TASK OBJECTIVE: Nothing in the records may be left out or reworded; return them exactly.

DATASET ENTRIES:
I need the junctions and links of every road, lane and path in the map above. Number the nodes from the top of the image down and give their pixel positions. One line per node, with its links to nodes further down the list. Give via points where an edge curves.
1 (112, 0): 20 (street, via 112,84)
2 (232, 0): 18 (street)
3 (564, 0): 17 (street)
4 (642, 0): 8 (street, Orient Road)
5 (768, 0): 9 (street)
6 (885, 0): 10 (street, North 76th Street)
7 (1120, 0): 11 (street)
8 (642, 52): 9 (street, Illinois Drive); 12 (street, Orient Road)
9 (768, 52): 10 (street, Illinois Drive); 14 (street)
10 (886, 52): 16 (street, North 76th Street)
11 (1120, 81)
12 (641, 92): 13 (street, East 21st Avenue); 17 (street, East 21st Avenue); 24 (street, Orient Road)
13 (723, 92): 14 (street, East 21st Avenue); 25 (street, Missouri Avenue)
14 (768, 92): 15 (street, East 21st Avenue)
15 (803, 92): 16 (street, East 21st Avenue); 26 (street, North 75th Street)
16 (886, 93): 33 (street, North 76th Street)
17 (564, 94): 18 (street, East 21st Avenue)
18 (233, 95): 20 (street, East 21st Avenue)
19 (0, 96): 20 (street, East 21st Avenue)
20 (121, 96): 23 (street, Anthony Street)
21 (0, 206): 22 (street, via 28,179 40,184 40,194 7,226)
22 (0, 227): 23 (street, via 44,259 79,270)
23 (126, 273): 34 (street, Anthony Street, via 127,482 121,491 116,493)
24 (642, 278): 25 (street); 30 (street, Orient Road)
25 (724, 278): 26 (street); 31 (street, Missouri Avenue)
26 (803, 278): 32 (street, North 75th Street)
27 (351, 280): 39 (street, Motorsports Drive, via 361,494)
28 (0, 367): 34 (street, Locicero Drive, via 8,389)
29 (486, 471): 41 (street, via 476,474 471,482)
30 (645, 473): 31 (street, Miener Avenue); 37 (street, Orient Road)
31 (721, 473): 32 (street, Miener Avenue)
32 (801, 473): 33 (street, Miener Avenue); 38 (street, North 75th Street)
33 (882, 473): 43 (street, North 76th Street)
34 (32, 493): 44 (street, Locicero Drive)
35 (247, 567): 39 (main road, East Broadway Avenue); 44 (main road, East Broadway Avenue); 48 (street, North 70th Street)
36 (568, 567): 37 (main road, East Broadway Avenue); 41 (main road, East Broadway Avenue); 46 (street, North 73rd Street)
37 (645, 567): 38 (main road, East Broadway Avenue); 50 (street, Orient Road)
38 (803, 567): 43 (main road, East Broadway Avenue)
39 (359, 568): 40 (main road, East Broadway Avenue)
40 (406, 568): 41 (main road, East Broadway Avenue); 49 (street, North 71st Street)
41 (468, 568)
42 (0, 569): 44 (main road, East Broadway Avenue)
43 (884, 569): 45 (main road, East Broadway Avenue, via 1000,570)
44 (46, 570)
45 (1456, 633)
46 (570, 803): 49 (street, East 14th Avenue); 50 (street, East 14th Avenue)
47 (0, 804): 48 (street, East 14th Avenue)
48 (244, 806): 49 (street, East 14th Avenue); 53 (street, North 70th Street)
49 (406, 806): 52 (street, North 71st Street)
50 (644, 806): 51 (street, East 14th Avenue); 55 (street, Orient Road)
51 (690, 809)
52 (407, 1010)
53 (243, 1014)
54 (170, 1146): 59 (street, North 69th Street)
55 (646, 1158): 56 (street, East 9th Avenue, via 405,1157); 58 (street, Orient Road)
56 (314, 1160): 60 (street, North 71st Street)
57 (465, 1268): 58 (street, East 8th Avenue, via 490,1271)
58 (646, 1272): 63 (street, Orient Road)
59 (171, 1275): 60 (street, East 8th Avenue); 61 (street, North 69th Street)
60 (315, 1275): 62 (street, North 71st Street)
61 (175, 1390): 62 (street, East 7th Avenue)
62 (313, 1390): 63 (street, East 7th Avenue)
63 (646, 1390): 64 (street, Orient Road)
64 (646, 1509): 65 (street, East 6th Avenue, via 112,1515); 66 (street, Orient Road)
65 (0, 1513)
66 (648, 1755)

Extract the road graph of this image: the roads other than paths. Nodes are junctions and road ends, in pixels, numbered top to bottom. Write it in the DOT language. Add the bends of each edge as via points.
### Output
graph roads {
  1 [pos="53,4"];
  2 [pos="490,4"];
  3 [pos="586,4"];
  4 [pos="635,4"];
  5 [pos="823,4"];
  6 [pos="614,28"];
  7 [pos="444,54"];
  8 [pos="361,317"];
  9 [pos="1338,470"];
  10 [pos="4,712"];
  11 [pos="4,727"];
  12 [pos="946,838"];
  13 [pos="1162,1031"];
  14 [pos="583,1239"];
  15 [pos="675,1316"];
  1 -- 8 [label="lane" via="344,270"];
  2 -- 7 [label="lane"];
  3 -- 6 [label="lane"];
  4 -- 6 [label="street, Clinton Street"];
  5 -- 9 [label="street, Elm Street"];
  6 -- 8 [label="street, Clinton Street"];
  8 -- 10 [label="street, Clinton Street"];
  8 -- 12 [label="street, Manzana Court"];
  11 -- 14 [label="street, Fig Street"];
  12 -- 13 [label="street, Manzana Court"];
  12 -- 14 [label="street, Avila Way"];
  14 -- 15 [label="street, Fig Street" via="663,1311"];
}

YOUR SOLUTION:
I need the junctions and links of every road, lane and path in the map above. Number the nodes from the top of the image down and give their pixel positions. One line per node, with its links to nodes further down the list. Give via points where an edge curves.
1 (112, 0): 20 (street, via 112,84)
2 (232, 0): 18 (street)
3 (564, 0): 17 (street)
4 (642, 0): 8 (street, Orient Road)
5 (768, 0): 9 (street)
6 (885, 0): 10 (street, North 76th Street)
7 (1120, 0): 11 (street)
8 (642, 52): 9 (street, Illinois Drive); 12 (street, Orient Road)
9 (768, 52): 10 (street, Illinois Drive); 14 (street)
10 (886, 52): 16 (street, North 76th Street)
11 (1120, 81)
12 (641, 92): 13 (street, East 21st Avenue); 17 (street, East 21st Avenue); 24 (street, Orient Road)
13 (723, 92): 14 (street, East 21st Avenue); 25 (street, Missouri Avenue)
14 (768, 92): 15 (street, East 21st Avenue)
15 (803, 92): 16 (street, East 21st Avenue); 26 (street, North 75th Street)
16 (886, 93): 33 (street, North 76th Street)
17 (564, 94): 18 (street, East 21st Avenue)
18 (233, 95): 20 (street, East 21st Avenue)
19 (0, 96): 20 (street, East 21st Avenue)
20 (121, 96): 23 (street, Anthony Street)
21 (0, 206): 22 (street, via 28,179 40,184 40,194 7,226)
22 (0, 227): 23 (street, via 44,259 79,270)
23 (126, 273): 34 (street, Anthony Street, via 127,482 121,491 116,493)
24 (642, 278): 25 (street); 30 (street, Orient Road)
25 (724, 278): 26 (street); 31 (street, Missouri Avenue)
26 (803, 278): 32 (street, North 75th Street)
27 (351, 280): 39 (street, Motorsports Drive, via 361,494)
28 (0, 367): 34 (street, Locicero Drive, via 8,389)
29 (486, 471): 41 (street, via 476,474 471,482)
30 (645, 473): 31 (street, Miener Avenue); 37 (street, Orient Road)
31 (721, 473): 32 (street, Miener Avenue)
32 (801, 473): 33 (street, Miener Avenue); 38 (street, North 75th Street)
33 (882, 473): 43 (street, North 76th Street)
34 (32, 493): 44 (street, Locicero Drive)
35 (247, 567): 39 (main road, East Broadway Avenue); 44 (main road, East Broadway Avenue); 48 (street, North 70th Street)
36 (568, 567): 37 (main road, East Broadway Avenue); 41 (main road, East Broadway Avenue); 46 (street, North 73rd Street)
37 (645, 567): 38 (main road, East Broadway Avenue); 50 (street, Orient Road)
38 (803, 567): 43 (main road, East Broadway Avenue)
39 (359, 568): 40 (main road, East Broadway Avenue)
40 (406, 568): 41 (main road, East Broadway Avenue); 49 (street, North 71st Street)
41 (468, 568)
42 (0, 569): 44 (main road, East Broadway Avenue)
43 (884, 569): 45 (main road, East Broadway Avenue, via 1000,570)
44 (46, 570)
45 (1456, 633)
46 (570, 803): 49 (street, East 14th Avenue); 50 (street, East 14th Avenue)
47 (0, 804): 48 (street, East 14th Avenue)
48 (244, 806): 49 (street, East 14th Avenue); 53 (street, North 70th Street)
49 (406, 806): 52 (street, North 71st Street)
50 (644, 806): 51 (street, East 14th Avenue); 55 (street, Orient Road)
51 (690, 809)
52 (407, 1010)
53 (243, 1014)
54 (170, 1146): 59 (street, North 69th Street)
55 (646, 1158): 56 (street, East 9th Avenue, via 405,1157); 58 (street, Orient Road)
56 (314, 1160): 60 (street, North 71st Street)
57 (465, 1268): 58 (street, East 8th Avenue, via 490,1271)
58 (646, 1272): 63 (street, Orient Road)
59 (171, 1275): 60 (street, East 8th Avenue); 61 (street, North 69th Street)
60 (315, 1275): 62 (street, North 71st Street)
61 (175, 1390): 62 (street, East 7th Avenue)
62 (313, 1390): 63 (street, East 7th Avenue)
63 (646, 1390): 64 (street, Orient Road)
64 (646, 1509): 65 (street, East 6th Avenue, via 112,1515); 66 (street, Orient Road)
65 (0, 1513)
66 (648, 1755)

Extract the road graph of this image: the roads other than paths. Nodes are junctions and road ends, in pixels, numbered top to bottom. Write it in the DOT language. Add the bends of each edge as via points.
### Output
graph roads {
  1 [pos="53,4"];
  2 [pos="490,4"];
  3 [pos="586,4"];
  4 [pos="635,4"];
  5 [pos="823,4"];
  6 [pos="614,28"];
  7 [pos="444,54"];
  8 [pos="361,317"];
  9 [pos="1338,470"];
  10 [pos="4,712"];
  11 [pos="4,727"];
  12 [pos="946,838"];
  13 [pos="1162,1031"];
  14 [pos="583,1239"];
  15 [pos="675,1316"];
  1 -- 8 [label="lane" via="344,270"];
  2 -- 7 [label="lane"];
  3 -- 6 [label="lane"];
  4 -- 6 [label="street, Clinton Street"];
  5 -- 9 [label="street, Elm Street"];
  6 -- 8 [label="street, Clinton Street"];
  8 -- 10 [label="street, Clinton Street"];
  8 -- 12 [label="street, Manzana Court"];
  11 -- 14 [label="street, Fig Street"];
  12 -- 13 [label="street, Manzana Court"];
  12 -- 14 [label="street, Avila Way"];
  14 -- 15 [label="street, Fig Street" via="663,1311"];
}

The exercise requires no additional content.